Bismillahirrahmanirrahim

Alhamdulillah, setelah kami menjalankan kelas dan diskusi materi pertama mengenai adab menuntut ilmu, kini saatnya fasilitator kami, Mbak Trisa memberikan tugas yang dirancang oleh Tim Matrikulasi Institute Ibu Profesional. Oh iya, untuk resume kelas dan diskusi materinya ada di sini.

Tugas ini kita namakan NICE HOMEWORK dan disingkat menjadi NHW. Berhubung ini adalah tugas perdana, maka saya memberikan judul NHW #1. Ada beberapa pertanyaan yang harus kami jawab dalam bentuk tulisan, gambar, atau mind map. Karena saya suka menulis, maka saya memutuskan untuk mengerkajan NHW #1 dalam bentuk tulisan dan diposting di blog ini dengan harapan apa yang saya tuliskan bisa lebih bermanfaat untuk yang membacanya. Nah, berikut ini adalah pertanyaan dari NHW #1 di kelas matrikulasi kami :

Tentukan satu jurusan ilmu yang akan Anda tekuni di universitas kehidupan ini?

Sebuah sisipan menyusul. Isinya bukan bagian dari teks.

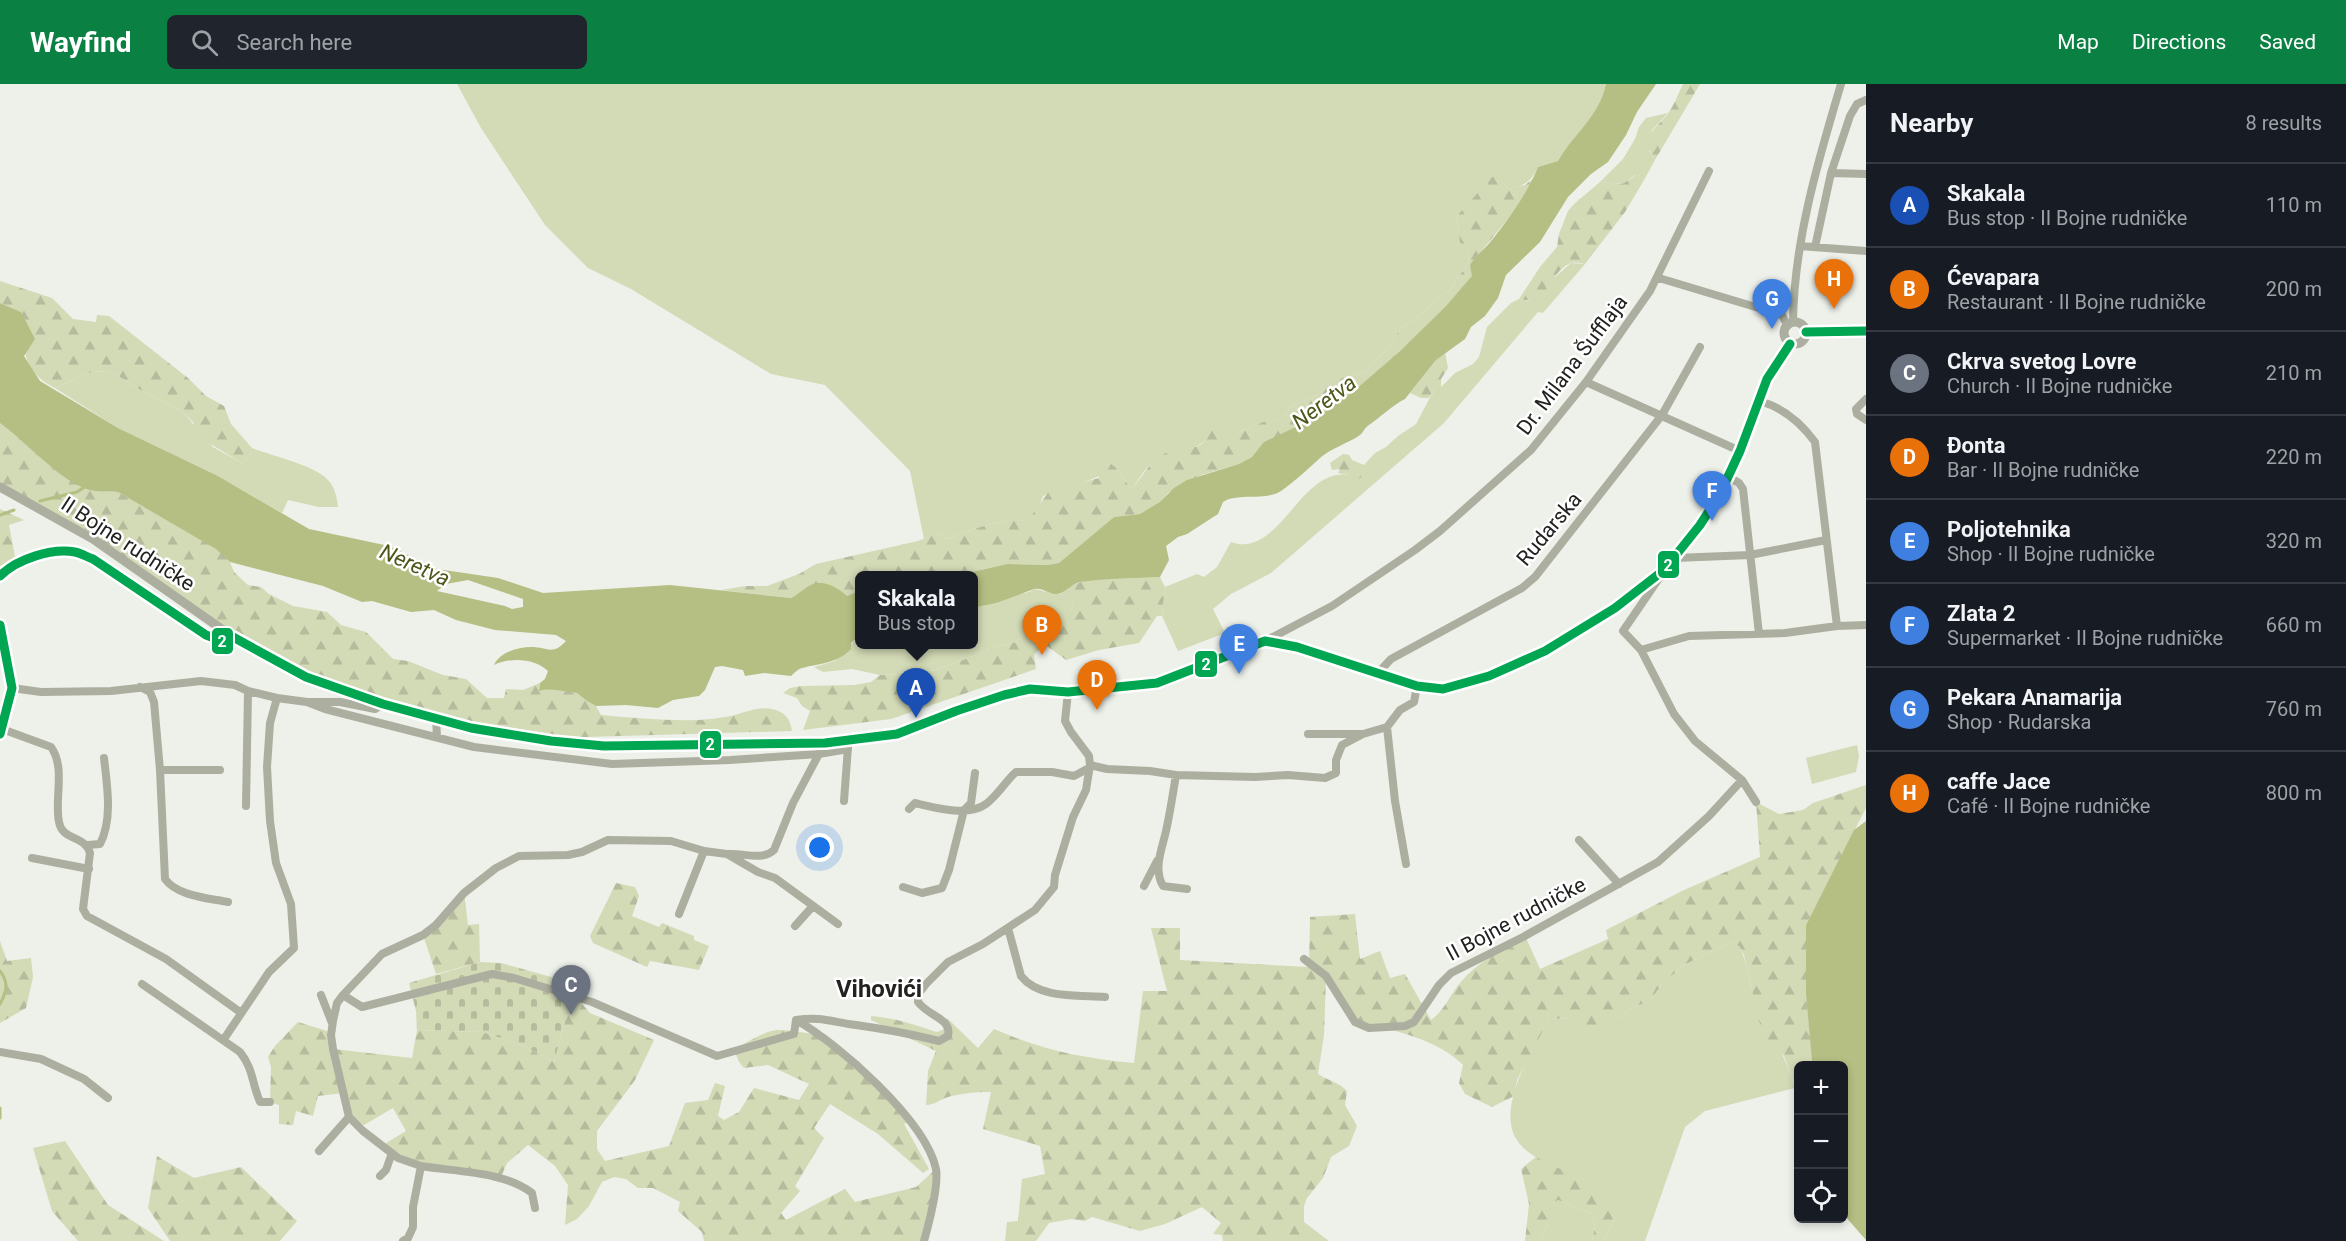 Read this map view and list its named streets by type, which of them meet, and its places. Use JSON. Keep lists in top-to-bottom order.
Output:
{
  "streets": {
    "street": ["Dr. Milana Šufflaja", "Rudarska", "II Bojne rudničke"]
  },
  "crossings": [
    ["Dr. Milana Šufflaja", "II Bojne rudničke"]
  ],
  "districts": ["Vihovići"],
  "water": ["Neretva"],
  "lines": ["transit line 2"],
  "page": {
    "header": "Wayfind",
    "search": "Search here",
    "nav": ["Map", "Directions", "Saved"],
    "heading": ["Nearby", "8 results"],
    "list": [
      {
        "mark": "A",
        "name": "Skakala",
        "note": "Bus stop · II Bojne rudničke",
        "value": "110 m"
      },
      {
        "mark": "B",
        "name": "Ćevapara",
        "note": "Restaurant · II Bojne rudničke",
        "value": "200 m"
      },
      {
        "mark": "C",
        "name": "Ckrva svetog Lovre",
        "note": "Church · II Bojne rudničke",
        "value": "210 m"
      },
      {
        "mark": "D",
        "name": "Đonta",
        "note": "Bar · II Bojne rudničke",
        "value": "220 m"
      },
      {
        "mark": "E",
        "name": "Poljotehnika",
        "note": "Shop · II Bojne rudničke",
        "value": "320 m"
      },
      {
        "mark": "F",
        "name": "Zlata 2",
        "note": "Supermarket · II Bojne rudničke",
        "value": "660 m"
      },
      {
        "mark": "G",
        "name": "Pekara Anamarija",
        "note": "Shop · Rudarska",
        "value": "760 m"
      },
      {
        "mark": "H",
        "name": "caffe Jace",
        "note": "Café · II Bojne rudničke",
        "value": "800 m"
      }
    ],
    "pins": [
      "H",
      "G",
      "F",
      "B",
      "E",
      "D",
      "A",
      "C"
    ],
    "popup": ["Skakala", "Bus stop"],
    "map_buttons": ["+", "−"]
  }
}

Alasan terkuat apa yang anda miliki sehingga ingin menekuni ilmu tersebut

Bagaimana strategi menuntut ilmu yang akan Anda rencanakan di bidang tersebut?

Berkaitan dengan adab menuntut ilmu, perubahan sikap apa saja yang Anda perbaiki dalam proses mencari ilmu tersebut?

Mudah sekaligus sulit untuk saya menjawab pertanyaan di atas. Lebih tepatnya untuk menjawab pertanyaan nomor 3 dan 4, sebab butuh waktu khusus untuk merefleksikan diri dan menyelaraskan pikiran dan hati. Hehehe. Dan mohon maaf kepada Mbak Trisa, fasil keren yang akan membaca tulisan saya ini, sebab akan menjadi jawaban yang agak panjang. Semoga tidak bosan membacanya ya, Mbak! Bismillah! ^^

Jurusan Ilmu yang Akan Ditekuni di Universitas Kehidupan Ini

Sejujurnya ada banyak hal yang ingin saya pelajari selagi saya masih bisa belajar kepada siapapun itu, di mana pun, dan kapan pun saya memiliki kesempatan belajar. Tetapi jika diminta untuk memilih satu ilmu yang akan ditekuni di universitas kehidupan ini, insya Allah saya ingin menekuni pendidikan khusus untuk anak-anak dan dewasa dengan autisme.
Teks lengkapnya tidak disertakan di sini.